• Given information:
▬▬▬▬▬▬

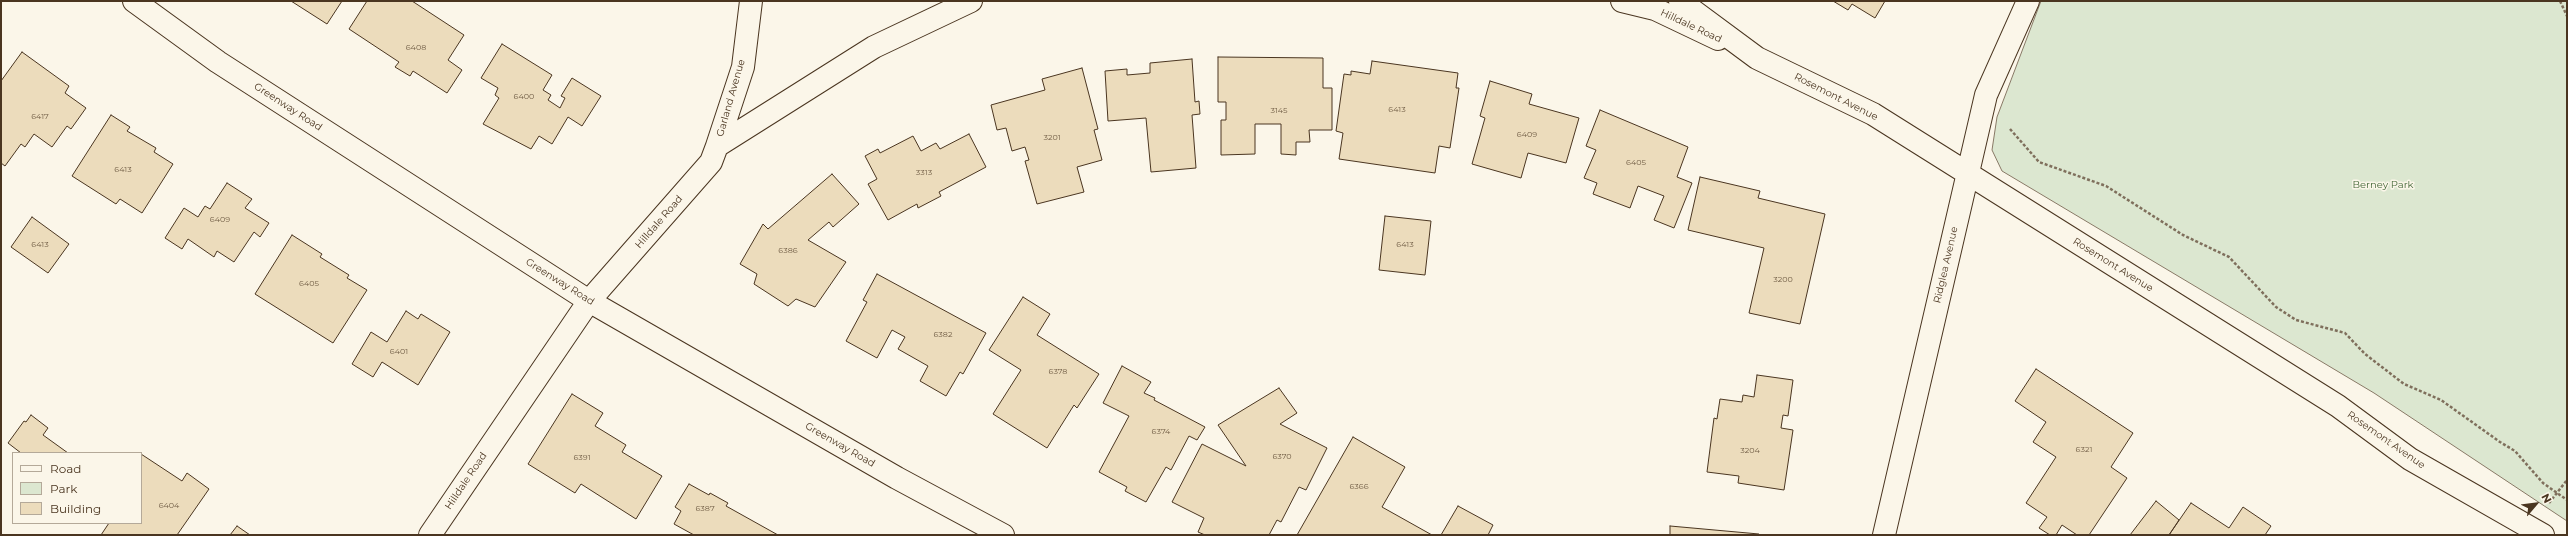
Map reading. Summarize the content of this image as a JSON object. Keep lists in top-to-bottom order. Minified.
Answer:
{"streets":{"street":["Hilldale Road","Rosemont Avenue","Garland Avenue","Greenway Road","Ridglea Avenue"]},"crossings":[["Hilldale Road","Rosemont Avenue"],["Hilldale Road","Garland Avenue"],["Hilldale Road","Greenway Road"],["Rosemont Avenue","Ridglea Avenue"]],"parks":["Berney Park"],"house_numbers":["6408","6400","6413","3145","6417","6409","3201","6405","6413","3313","6409","6413","6413","6386","3200","6405","6382","6401","6378","6374","6321","3204","6370","6391","6366","6404","6387"],"legend":["Road","Park","Building"],"north":"top right"}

▬▬▬▬▬▬

• What to work on: Repeat the data word for word; drop the pictures.

• Task output:
Map reading. Summarize the content of this image as a JSON object. Keep lists in top-to-bottom order. Minified.
Answer:
{"streets":{"street":["Hilldale Road","Rosemont Avenue","Garland Avenue","Greenway Road","Ridglea Avenue"]},"crossings":[["Hilldale Road","Rosemont Avenue"],["Hilldale Road","Garland Avenue"],["Hilldale Road","Greenway Road"],["Rosemont Avenue","Ridglea Avenue"]],"parks":["Berney Park"],"house_numbers":["6408","6400","6413","3145","6417","6409","3201","6405","6413","3313","6409","6413","6413","6386","3200","6405","6382","6401","6378","6374","6321","3204","6370","6391","6366","6404","6387"],"legend":["Road","Park","Building"],"north":"top right"}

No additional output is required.